◆ **WORK TO BE COMPLETED**
How many lines in the entries below include the string "hand"? Answer with the number only.

(Structured pose outputs)
○ ○ ○ ○ ○ ○ ○
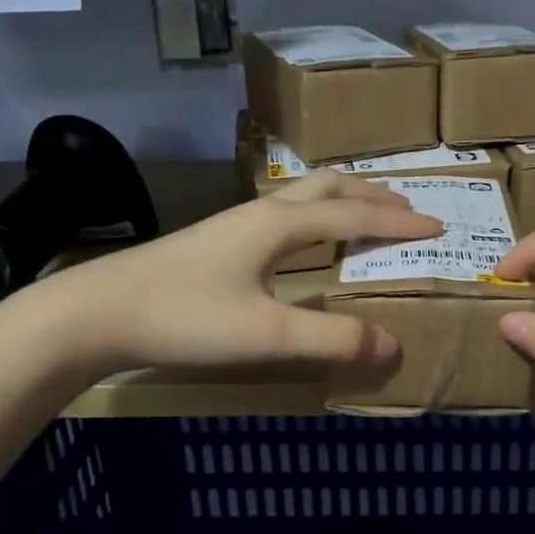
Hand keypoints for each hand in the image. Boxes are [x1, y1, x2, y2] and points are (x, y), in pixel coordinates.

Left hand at [25, 171, 442, 377]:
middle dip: (374, 195)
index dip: (400, 222)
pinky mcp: (219, 241)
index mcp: (282, 223)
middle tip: (408, 209)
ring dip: (344, 201)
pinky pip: (285, 214)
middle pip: (330, 187)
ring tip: (367, 218)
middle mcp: (264, 212)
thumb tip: (393, 346)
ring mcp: (237, 224)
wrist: (96, 313)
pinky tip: (306, 243)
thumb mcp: (266, 333)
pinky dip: (317, 218)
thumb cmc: (185, 316)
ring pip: (304, 197)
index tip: (438, 225)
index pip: (356, 216)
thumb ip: (332, 340)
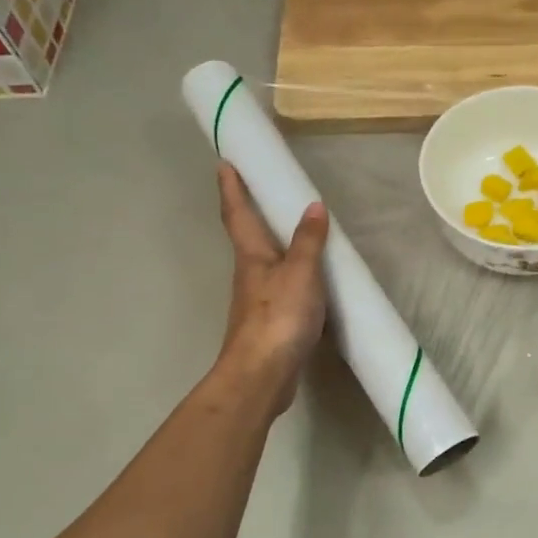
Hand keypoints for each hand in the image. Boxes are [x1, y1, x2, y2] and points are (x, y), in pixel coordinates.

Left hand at [216, 163, 327, 413]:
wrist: (263, 374)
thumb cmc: (278, 317)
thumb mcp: (300, 273)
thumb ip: (308, 241)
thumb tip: (313, 206)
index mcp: (252, 257)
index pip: (238, 214)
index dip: (232, 188)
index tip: (225, 163)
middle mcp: (249, 275)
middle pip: (247, 238)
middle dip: (250, 214)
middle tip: (261, 193)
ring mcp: (257, 301)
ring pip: (265, 265)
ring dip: (274, 248)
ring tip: (293, 235)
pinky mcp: (270, 324)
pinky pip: (282, 290)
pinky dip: (293, 278)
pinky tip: (309, 285)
○ ○ ○ ○ ○ ○ ○
◆ **SOLUTION FOR THIS PROBLEM**
4